* **REQUIREMENT**
Nothing but the lines below from the one with "ring mcp: (255, 152)" through the one with "pinky tip: (324, 276)" should be output, each exactly as given, and no pictures.

* **SUPPLIED ENTRIES**
Segment Open
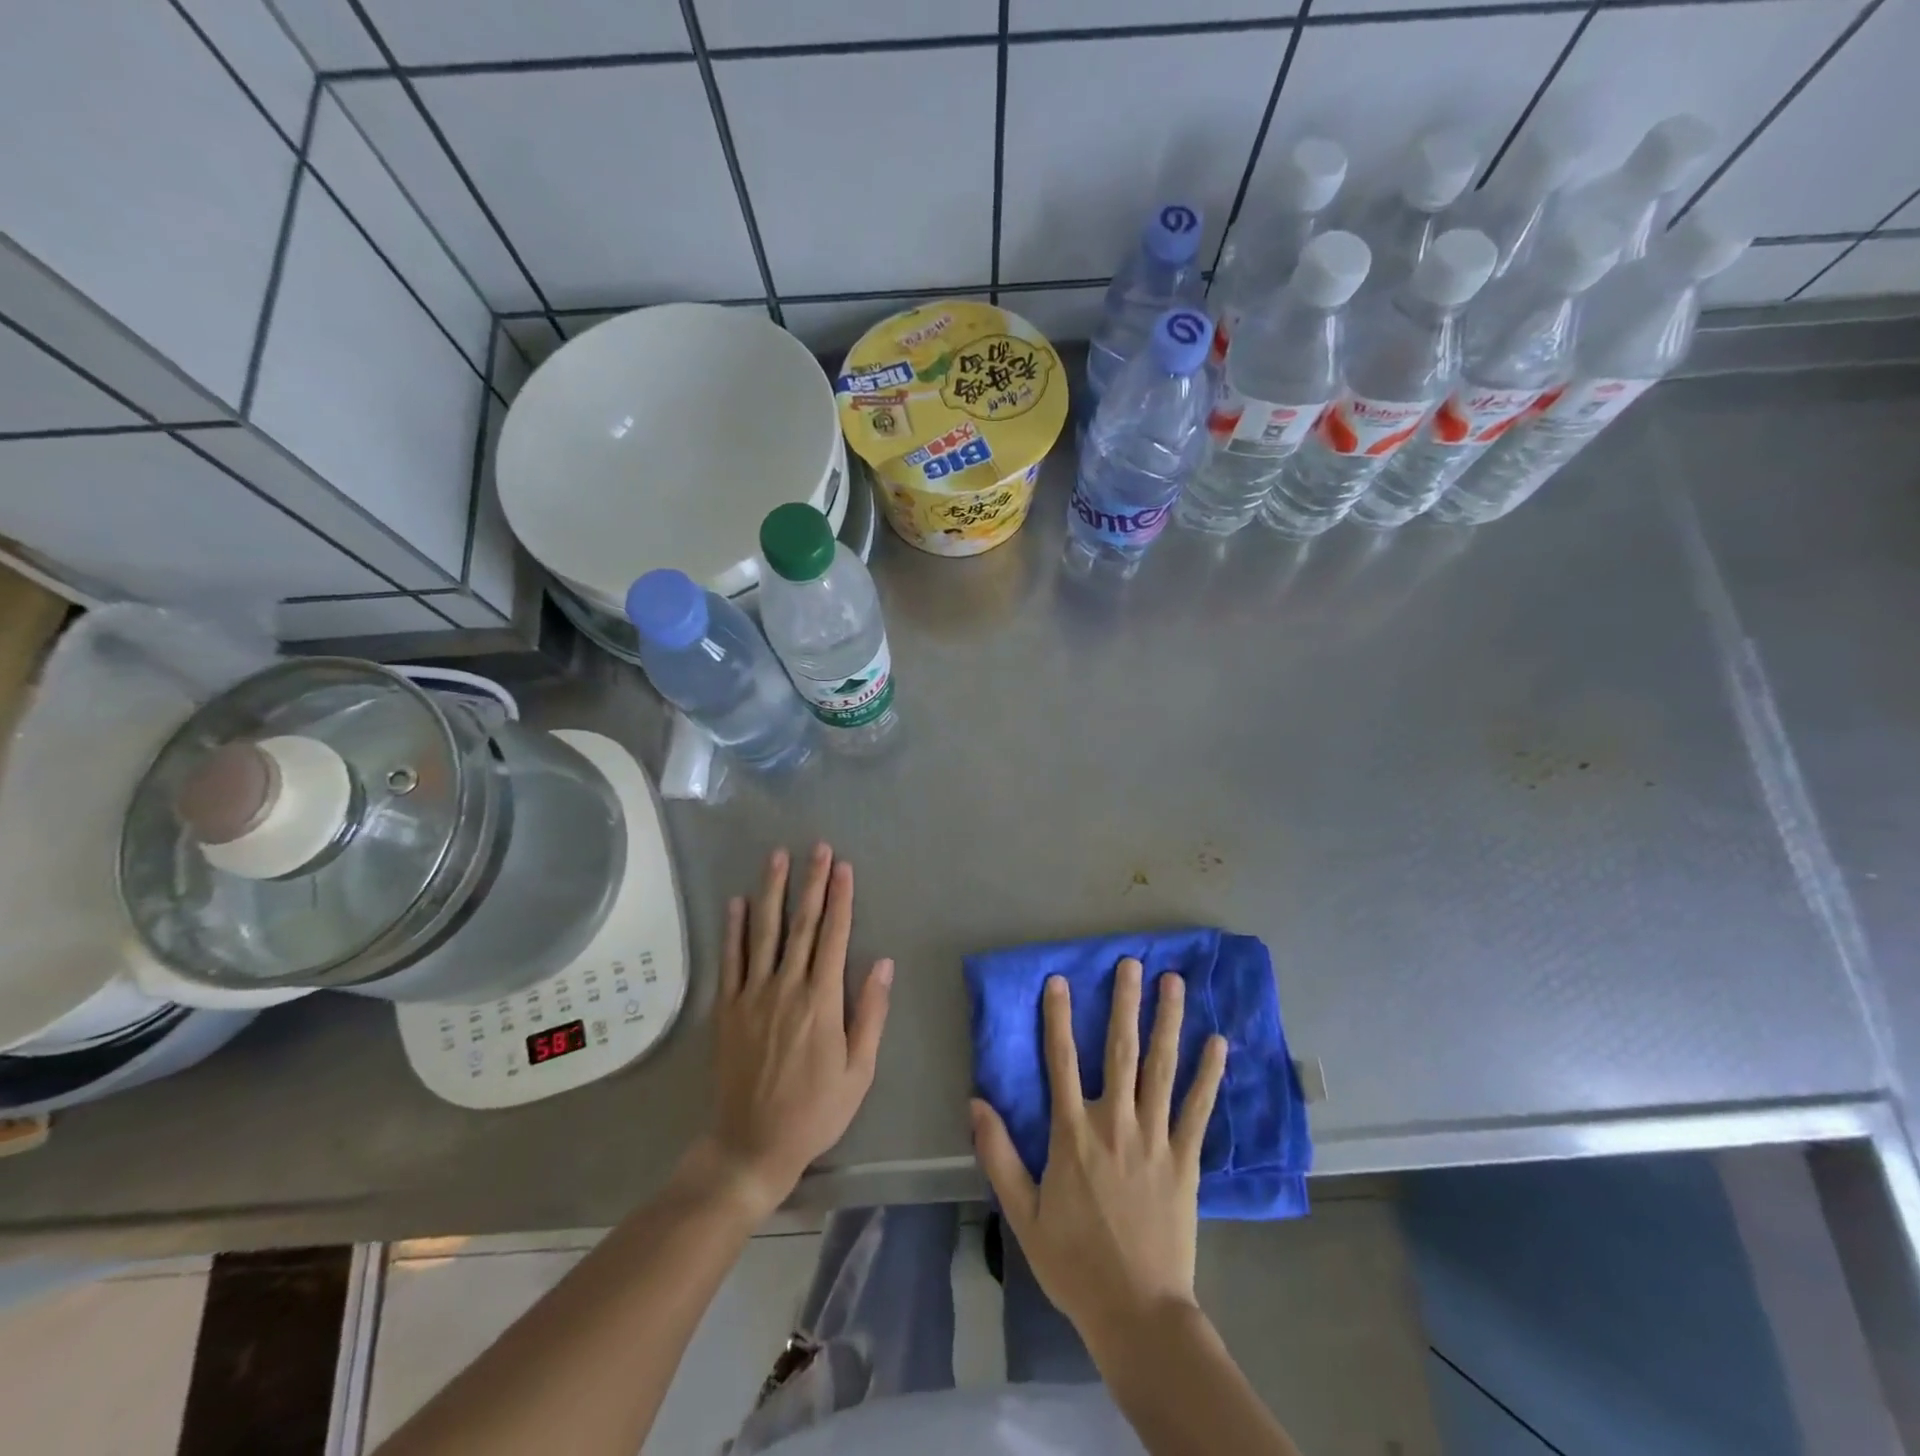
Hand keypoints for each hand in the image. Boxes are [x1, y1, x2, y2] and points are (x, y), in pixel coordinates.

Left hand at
Segment Closed
Segment Open
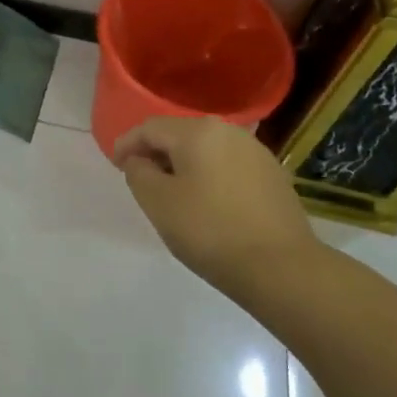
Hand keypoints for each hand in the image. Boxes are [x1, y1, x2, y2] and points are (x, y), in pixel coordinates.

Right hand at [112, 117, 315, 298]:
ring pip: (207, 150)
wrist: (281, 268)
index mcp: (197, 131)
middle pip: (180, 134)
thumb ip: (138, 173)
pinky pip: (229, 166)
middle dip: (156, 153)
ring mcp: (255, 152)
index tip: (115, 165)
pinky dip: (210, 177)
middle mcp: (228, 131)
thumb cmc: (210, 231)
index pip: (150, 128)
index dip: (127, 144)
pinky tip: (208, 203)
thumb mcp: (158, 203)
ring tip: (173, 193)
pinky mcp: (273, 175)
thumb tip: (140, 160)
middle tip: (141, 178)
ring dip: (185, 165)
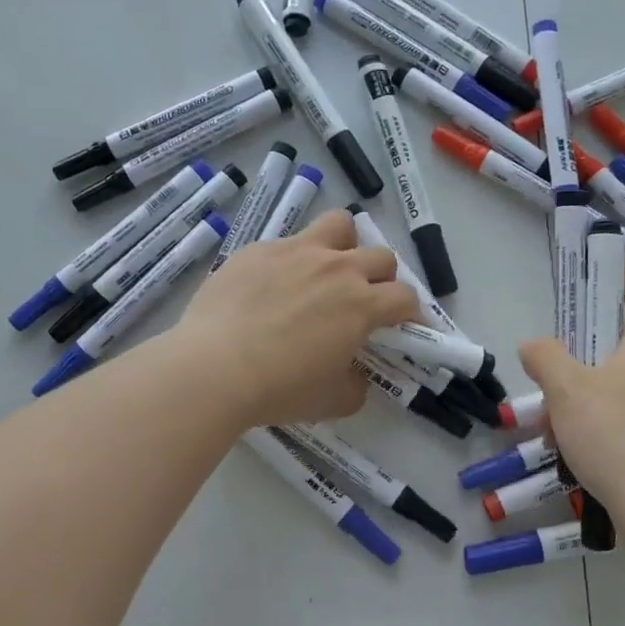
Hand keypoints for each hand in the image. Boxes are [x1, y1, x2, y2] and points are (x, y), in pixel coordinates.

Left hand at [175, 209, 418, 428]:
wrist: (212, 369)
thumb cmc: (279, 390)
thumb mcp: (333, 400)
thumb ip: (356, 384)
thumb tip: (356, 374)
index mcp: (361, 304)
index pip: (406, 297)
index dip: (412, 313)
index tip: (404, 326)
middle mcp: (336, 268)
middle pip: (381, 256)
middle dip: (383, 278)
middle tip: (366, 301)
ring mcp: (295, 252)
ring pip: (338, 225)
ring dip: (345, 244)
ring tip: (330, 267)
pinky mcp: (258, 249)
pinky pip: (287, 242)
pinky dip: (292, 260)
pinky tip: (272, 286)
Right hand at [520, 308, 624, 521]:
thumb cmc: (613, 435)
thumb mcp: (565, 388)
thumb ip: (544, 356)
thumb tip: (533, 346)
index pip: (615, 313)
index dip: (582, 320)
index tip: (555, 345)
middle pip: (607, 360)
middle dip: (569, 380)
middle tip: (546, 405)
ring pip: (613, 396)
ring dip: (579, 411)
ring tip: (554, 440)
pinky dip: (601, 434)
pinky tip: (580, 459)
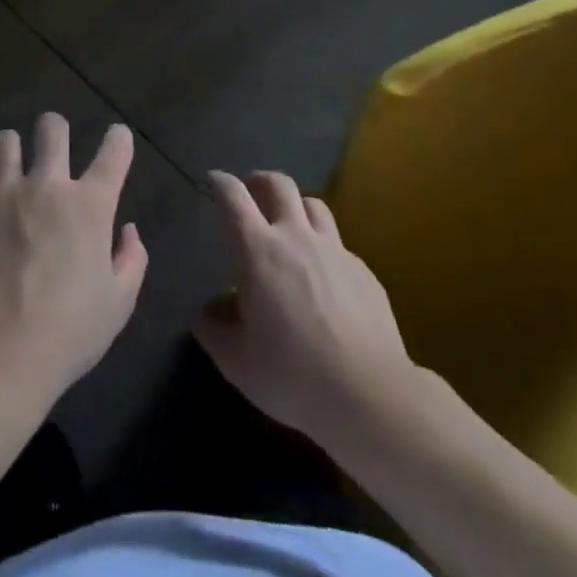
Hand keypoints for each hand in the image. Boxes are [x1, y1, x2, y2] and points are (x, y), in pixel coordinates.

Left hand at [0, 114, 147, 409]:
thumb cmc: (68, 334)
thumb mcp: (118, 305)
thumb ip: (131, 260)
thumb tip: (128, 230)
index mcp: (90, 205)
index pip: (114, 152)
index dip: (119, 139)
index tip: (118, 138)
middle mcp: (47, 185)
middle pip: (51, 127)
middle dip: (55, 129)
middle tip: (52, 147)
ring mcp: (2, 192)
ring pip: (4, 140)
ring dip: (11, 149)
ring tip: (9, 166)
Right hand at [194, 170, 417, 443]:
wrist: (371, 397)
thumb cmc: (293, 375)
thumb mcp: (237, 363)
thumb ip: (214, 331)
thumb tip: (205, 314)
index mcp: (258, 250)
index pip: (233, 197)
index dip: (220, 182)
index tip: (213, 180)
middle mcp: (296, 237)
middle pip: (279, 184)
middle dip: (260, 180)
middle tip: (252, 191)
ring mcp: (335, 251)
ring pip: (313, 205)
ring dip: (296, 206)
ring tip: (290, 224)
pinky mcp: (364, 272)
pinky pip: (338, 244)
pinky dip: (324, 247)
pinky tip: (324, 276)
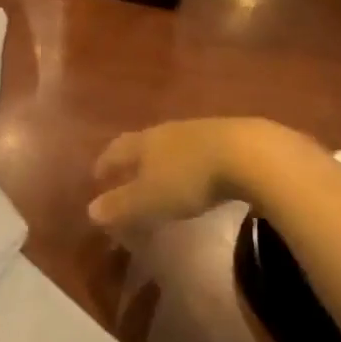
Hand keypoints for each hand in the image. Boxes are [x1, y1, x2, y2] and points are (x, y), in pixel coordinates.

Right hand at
Segment Closed
* **WORKED SOLUTION**
ring mcp: (255, 152)
index tip: (115, 165)
pinky dip: (210, 177)
middle mcp: (228, 131)
thumb cmc: (210, 231)
index pip: (150, 128)
index dip: (127, 144)
pinky tip: (208, 203)
thumb mcp: (158, 203)
ring tip: (173, 193)
pinky mcp: (273, 175)
thumb tip: (140, 160)
middle tip: (141, 178)
ring dip: (185, 165)
Hand keypoints for each hand in the image. Boxes are [x1, y1, x2, y2] and points are (x, y), in pixel coordinates.

Left hand at [175, 209, 418, 428]:
wrist: (212, 369)
thumb cmc: (279, 390)
thumb mcp: (333, 400)
thumb ip: (356, 384)
thumb tip: (356, 374)
index mcp: (361, 304)
index pip: (406, 297)
index dip: (412, 313)
index tip: (404, 326)
middle mcp: (336, 268)
middle pip: (381, 256)
middle dip: (383, 278)
middle tip: (366, 301)
ring mcp: (295, 252)
ring pip: (338, 225)
ring dip: (345, 244)
ring tip: (330, 267)
pinky mcp: (258, 249)
pinky pip: (287, 242)
pinky dip: (292, 260)
pinky tip: (272, 286)
Right hand at [520, 308, 624, 521]:
thumb cmc: (613, 435)
thumb mcp: (565, 388)
thumb ip: (544, 356)
thumb tip: (533, 346)
index pip: (615, 313)
index dip: (582, 320)
index tip: (555, 345)
middle pip: (607, 360)
middle dip: (569, 380)
middle tip: (546, 405)
ring pip: (613, 396)
ring dip: (579, 411)
ring tip: (554, 440)
pinky dip: (601, 434)
pinky tip: (580, 459)
Hand keypoints for each hand in the image. Boxes are [x1, y1, x2, y2] and points are (x, y), in pixel coordinates.

Left hand at [0, 114, 147, 409]:
thumb cmc: (68, 334)
thumb mcp: (118, 305)
thumb ip: (131, 260)
thumb tip: (128, 230)
index mcp: (90, 205)
index pip: (114, 152)
index dip: (119, 139)
index tip: (118, 138)
middle mcp: (47, 185)
middle pip: (51, 127)
middle dip: (55, 129)
middle tip: (52, 147)
ring mcp: (2, 192)
ring pip: (4, 140)
ring dip: (11, 149)
ring tip: (9, 166)
Right hand at [194, 170, 417, 443]:
wrist: (371, 397)
thumb cmc: (293, 375)
thumb mcp: (237, 363)
thumb ip: (214, 331)
thumb tip: (205, 314)
index mcp: (258, 250)
index pip: (233, 197)
index dip: (220, 182)
index tip: (213, 180)
middle mcp: (296, 237)
middle pip: (279, 184)
middle dip: (260, 180)
middle tip: (252, 191)
ring mcp: (335, 251)
ring pip: (313, 205)
ring dip: (296, 206)
ring tip: (290, 224)
pinky mcp: (364, 272)
pinky pip: (338, 244)
pinky dip: (324, 247)
pinky tip: (324, 276)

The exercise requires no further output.